▶ EXERCISE PROMPT:
The entries below need to be transcribed exactly, without their images.

▶ INFORMATION GIVEN:
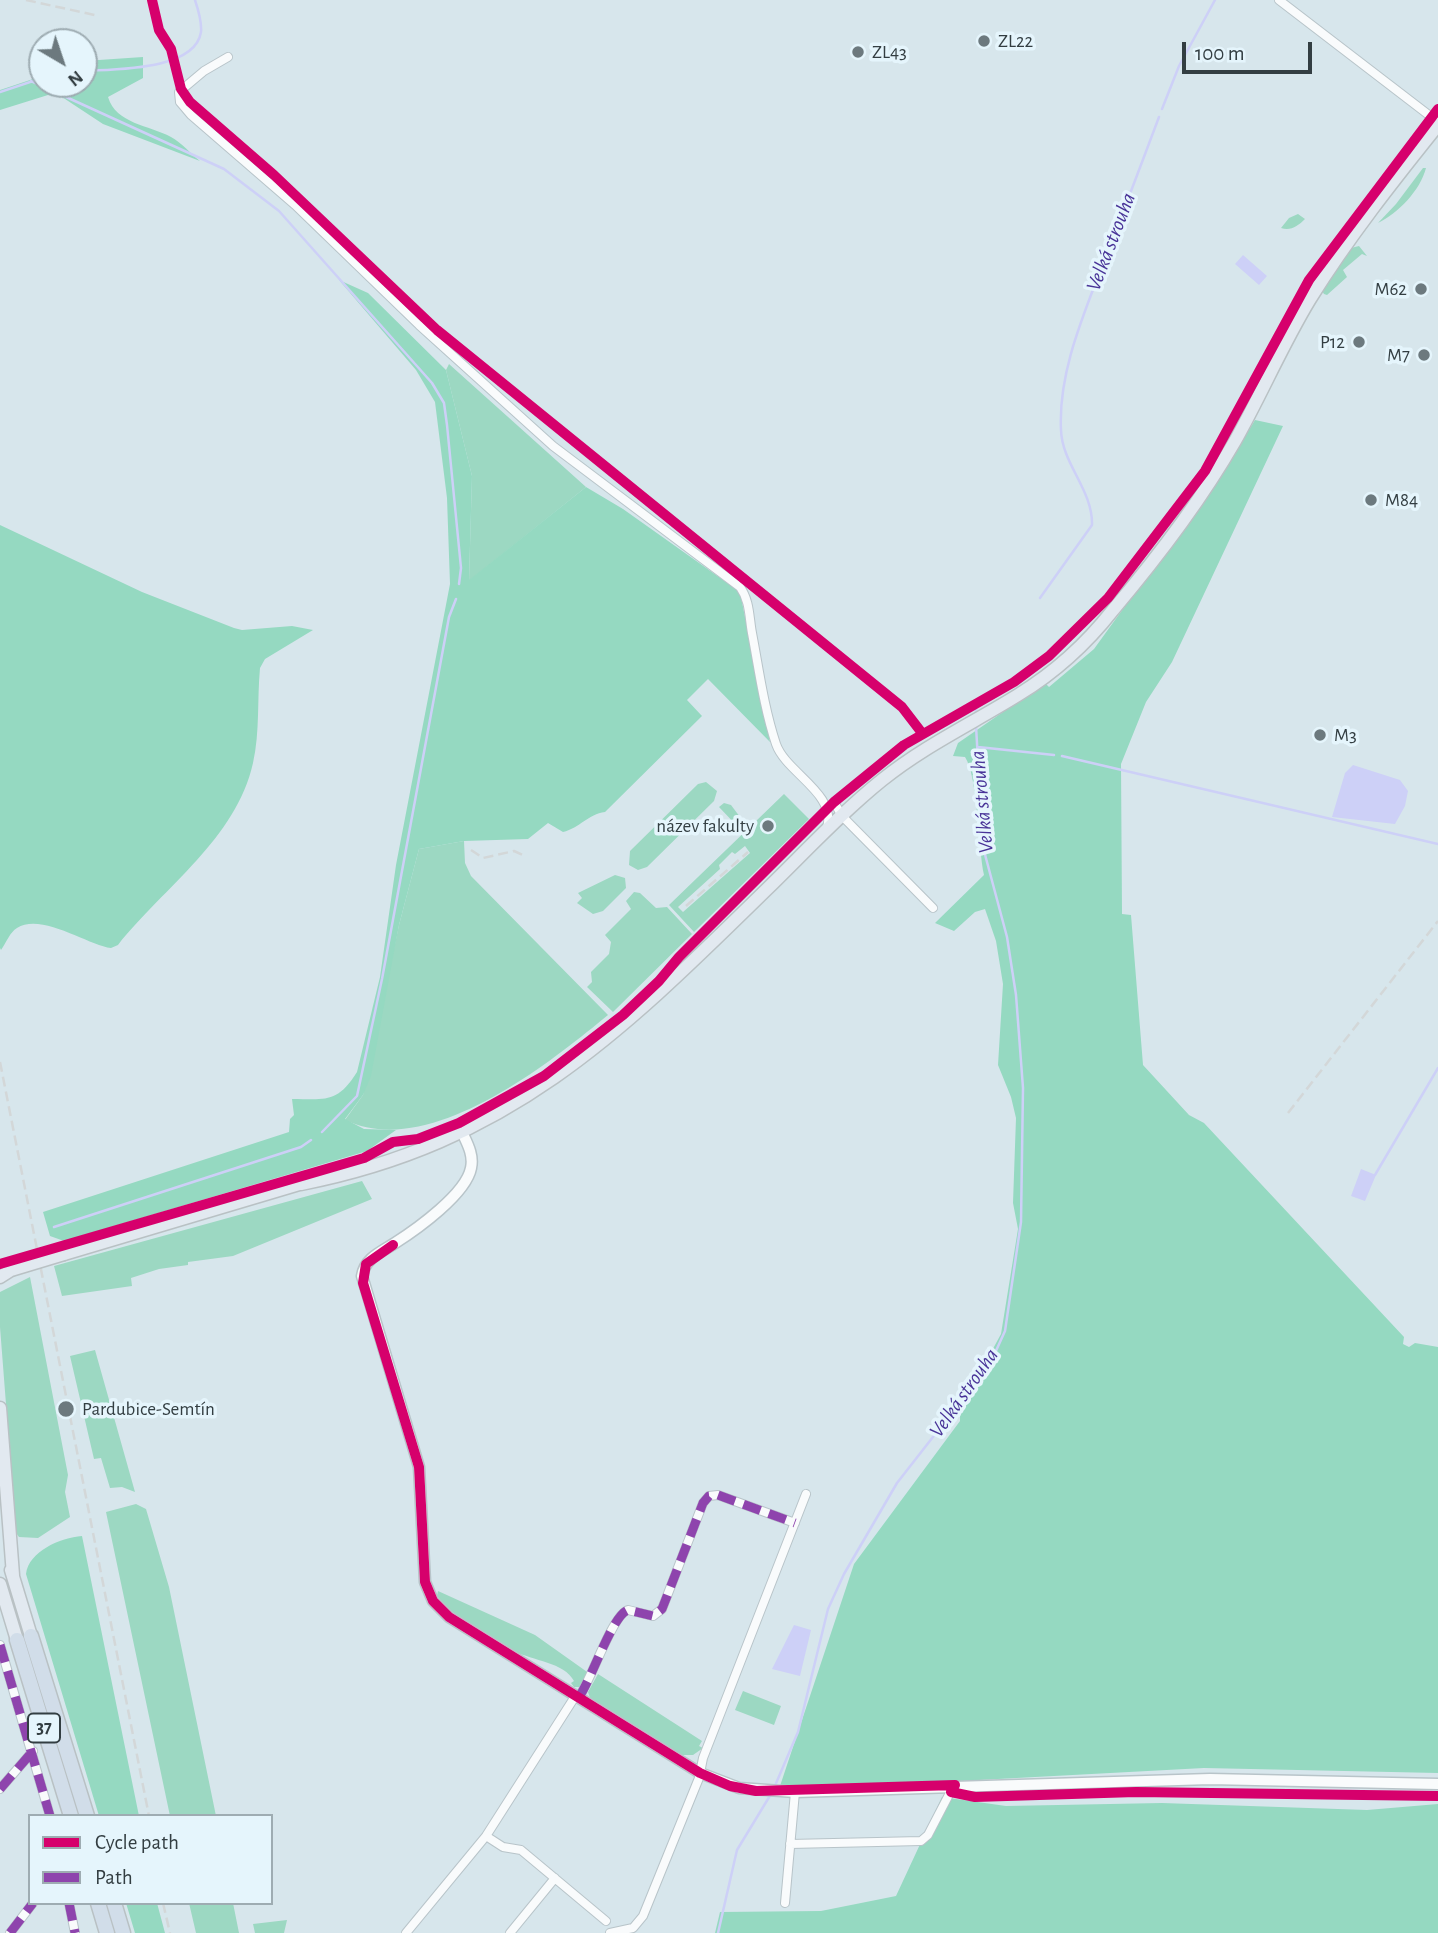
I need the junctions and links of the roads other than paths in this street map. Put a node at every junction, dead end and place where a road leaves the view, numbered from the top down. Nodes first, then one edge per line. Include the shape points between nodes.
1 (1279, 0) edge
2 (228, 57) dead end
3 (1438, 124) edge
4 (811, 786) junction
5 (858, 800) junction
6 (834, 802) junction
7 (827, 809) junction
8 (842, 816) junction
9 (825, 833) junction
10 (933, 908) dead end
11 (462, 1132) junction
12 (4, 1273) edge
13 (0, 1408) edge
14 (0, 1484) edge
15 (806, 1494) dead end
16 (6, 1506) junction
17 (795, 1523) junction
18 (0, 1534) edge
19 (13, 1575) junction
20 (0, 1584) edge
21 (24, 1638) junction
22 (0, 1645) edge
23 (578, 1696) junction
24 (33, 1751) junction
25 (700, 1773) junction
26 (1438, 1784) edge
27 (955, 1785) junction
28 (0, 1789) edge
29 (795, 1792) junction
30 (49, 1814) edge
31 (70, 1814) edge
32 (86, 1814) edge
33 (486, 1836) junction
34 (790, 1844) junction
35 (555, 1878) junction
36 (785, 1903) dead end
37 (31, 1905) edge
38 (69, 1905) edge
39 (99, 1905) edge
40 (115, 1905) edge
41 (606, 1921) dead end
42 (630, 1931) edge
43 (10, 1933) edge
44 (75, 1933) edge
45 (107, 1933) edge
46 (123, 1933) edge
47 (406, 1933) edge
48 (510, 1933) edge
49 (610, 1933) edge

1 - 3 street
2 - 4 street via 179,92 178,99 191,115 295,205 553,446 740,587 749,608 778,748
3 - 5 main road via 1333,264 1293,328 1226,455 1122,600 1061,664 1018,696 900,766
4 - 6 street
4 - 7 street
5 - 6 street
5 - 8 main road
6 - 8 street
7 - 8 street
7 - 9 street
8 - 9 main road
8 - 10 street
9 - 11 main road via 613,1035 543,1087
11 - 12 main road, bridge via 368,1170 301,1184
11 - 23 street via 472,1160 464,1183 414,1231 372,1257 364,1267 363,1283 419,1467 430,1596 449,1616
13 - 16 main road
14 - 16 main road
15 - 17 street
16 - 19 main road
17 - 23 street via 718,1495 709,1496 662,1609 653,1616 628,1610 617,1616 592,1679
17 - 25 street
18 - 19 main road, 37
19 - 21 main road, 37
20 - 21 main road, 37
21 - 31 highway, 37
21 - 32 highway, 37
22 - 24 street
23 - 25 street
23 - 33 street
24 - 28 street
24 - 30 street
25 - 29 street via 739,1788
25 - 42 street via 643,1916
26 - 27 street via 1210,1779
27 - 29 street
27 - 34 street via 921,1841
29 - 34 street
33 - 35 street via 503,1847 521,1850
33 - 47 street
34 - 36 street
35 - 41 street
35 - 48 street
37 - 43 street
38 - 44 street
39 - 45 highway
40 - 46 highway
42 - 49 street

▶ ANSWER SPACE:
I need the junctions and links of the roads other than paths in this street map. Put a node at every junction, dead end and place where a road leaves the view, numbered from the top down. Nodes first, then one edge per line. Include the shape points between nodes.
1 (1279, 0) edge
2 (228, 57) dead end
3 (1438, 124) edge
4 (811, 786) junction
5 (858, 800) junction
6 (834, 802) junction
7 (827, 809) junction
8 (842, 816) junction
9 (825, 833) junction
10 (933, 908) dead end
11 (462, 1132) junction
12 (4, 1273) edge
13 (0, 1408) edge
14 (0, 1484) edge
15 (806, 1494) dead end
16 (6, 1506) junction
17 (795, 1523) junction
18 (0, 1534) edge
19 (13, 1575) junction
20 (0, 1584) edge
21 (24, 1638) junction
22 (0, 1645) edge
23 (578, 1696) junction
24 (33, 1751) junction
25 (700, 1773) junction
26 (1438, 1784) edge
27 (955, 1785) junction
28 (0, 1789) edge
29 (795, 1792) junction
30 (49, 1814) edge
31 (70, 1814) edge
32 (86, 1814) edge
33 (486, 1836) junction
34 (790, 1844) junction
35 (555, 1878) junction
36 (785, 1903) dead end
37 (31, 1905) edge
38 (69, 1905) edge
39 (99, 1905) edge
40 (115, 1905) edge
41 (606, 1921) dead end
42 (630, 1931) edge
43 (10, 1933) edge
44 (75, 1933) edge
45 (107, 1933) edge
46 (123, 1933) edge
47 (406, 1933) edge
48 (510, 1933) edge
49 (610, 1933) edge

1 - 3 street
2 - 4 street via 179,92 178,99 191,115 295,205 553,446 740,587 749,608 778,748
3 - 5 main road via 1333,264 1293,328 1226,455 1122,600 1061,664 1018,696 900,766
4 - 6 street
4 - 7 street
5 - 6 street
5 - 8 main road
6 - 8 street
7 - 8 street
7 - 9 street
8 - 9 main road
8 - 10 street
9 - 11 main road via 613,1035 543,1087
11 - 12 main road, bridge via 368,1170 301,1184
11 - 23 street via 472,1160 464,1183 414,1231 372,1257 364,1267 363,1283 419,1467 430,1596 449,1616
13 - 16 main road
14 - 16 main road
15 - 17 street
16 - 19 main road
17 - 23 street via 718,1495 709,1496 662,1609 653,1616 628,1610 617,1616 592,1679
17 - 25 street
18 - 19 main road, 37
19 - 21 main road, 37
20 - 21 main road, 37
21 - 31 highway, 37
21 - 32 highway, 37
22 - 24 street
23 - 25 street
23 - 33 street
24 - 28 street
24 - 30 street
25 - 29 street via 739,1788
25 - 42 street via 643,1916
26 - 27 street via 1210,1779
27 - 29 street
27 - 34 street via 921,1841
29 - 34 street
33 - 35 street via 503,1847 521,1850
33 - 47 street
34 - 36 street
35 - 41 street
35 - 48 street
37 - 43 street
38 - 44 street
39 - 45 highway
40 - 46 highway
42 - 49 street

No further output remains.